*AVAILABLE DATA*.
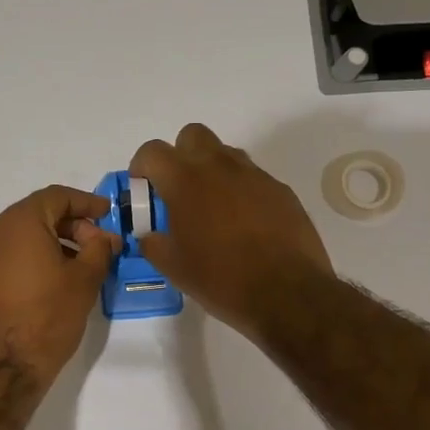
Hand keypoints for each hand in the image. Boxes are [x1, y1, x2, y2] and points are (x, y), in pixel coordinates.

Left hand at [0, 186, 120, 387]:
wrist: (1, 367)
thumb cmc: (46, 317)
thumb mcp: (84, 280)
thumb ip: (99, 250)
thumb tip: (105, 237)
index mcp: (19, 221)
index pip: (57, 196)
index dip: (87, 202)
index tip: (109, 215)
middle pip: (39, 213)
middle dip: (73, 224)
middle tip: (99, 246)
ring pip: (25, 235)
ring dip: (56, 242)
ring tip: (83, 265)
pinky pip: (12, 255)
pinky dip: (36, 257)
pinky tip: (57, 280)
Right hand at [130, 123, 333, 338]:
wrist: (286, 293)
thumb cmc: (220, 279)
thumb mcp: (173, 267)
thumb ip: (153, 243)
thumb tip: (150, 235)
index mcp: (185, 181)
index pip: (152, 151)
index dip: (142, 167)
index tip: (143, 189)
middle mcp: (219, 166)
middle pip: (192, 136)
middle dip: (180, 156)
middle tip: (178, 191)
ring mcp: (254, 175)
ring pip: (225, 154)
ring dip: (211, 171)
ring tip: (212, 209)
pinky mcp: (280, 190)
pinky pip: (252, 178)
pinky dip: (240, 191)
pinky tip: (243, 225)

* * *

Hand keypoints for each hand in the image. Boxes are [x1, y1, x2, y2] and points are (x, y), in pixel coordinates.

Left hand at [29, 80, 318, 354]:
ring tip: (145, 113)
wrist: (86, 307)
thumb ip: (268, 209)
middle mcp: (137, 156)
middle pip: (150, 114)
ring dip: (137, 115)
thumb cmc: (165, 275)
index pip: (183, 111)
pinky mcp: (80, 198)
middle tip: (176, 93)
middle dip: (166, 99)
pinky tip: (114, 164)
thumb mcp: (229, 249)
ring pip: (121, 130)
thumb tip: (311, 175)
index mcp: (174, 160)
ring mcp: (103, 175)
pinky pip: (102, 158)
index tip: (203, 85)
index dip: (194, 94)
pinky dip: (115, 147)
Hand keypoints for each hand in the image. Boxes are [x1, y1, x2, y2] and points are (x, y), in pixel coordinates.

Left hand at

* * *

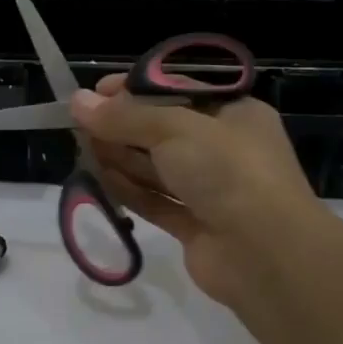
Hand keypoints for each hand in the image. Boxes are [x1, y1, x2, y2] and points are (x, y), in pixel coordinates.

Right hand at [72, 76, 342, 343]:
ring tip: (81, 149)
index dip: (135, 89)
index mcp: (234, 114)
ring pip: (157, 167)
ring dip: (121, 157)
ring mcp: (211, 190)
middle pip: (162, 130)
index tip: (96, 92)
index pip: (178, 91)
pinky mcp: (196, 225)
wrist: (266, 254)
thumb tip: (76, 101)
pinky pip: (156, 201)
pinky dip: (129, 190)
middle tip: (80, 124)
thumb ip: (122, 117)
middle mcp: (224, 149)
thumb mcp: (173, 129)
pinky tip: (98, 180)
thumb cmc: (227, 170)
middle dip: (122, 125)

*TASK*.
Word for word, restate the lines of the data above that fall between the line holding "index mcp: (185, 181)" and the line holding "pinky dip: (240, 191)", inclusive, and no other lines.

*ANSWER BOX*.
index mcp: (185, 181)
index pip: (152, 151)
index dip: (142, 167)
index tip: (143, 189)
middle mcp: (219, 166)
middle pip: (192, 136)
middle dip: (180, 156)
middle tip: (178, 191)
ring mcp: (254, 175)
ring pip: (225, 154)
ring dip: (211, 171)
ring tip: (212, 209)
pinky mcp: (280, 190)
pinky pip: (252, 178)
pinky dip: (240, 191)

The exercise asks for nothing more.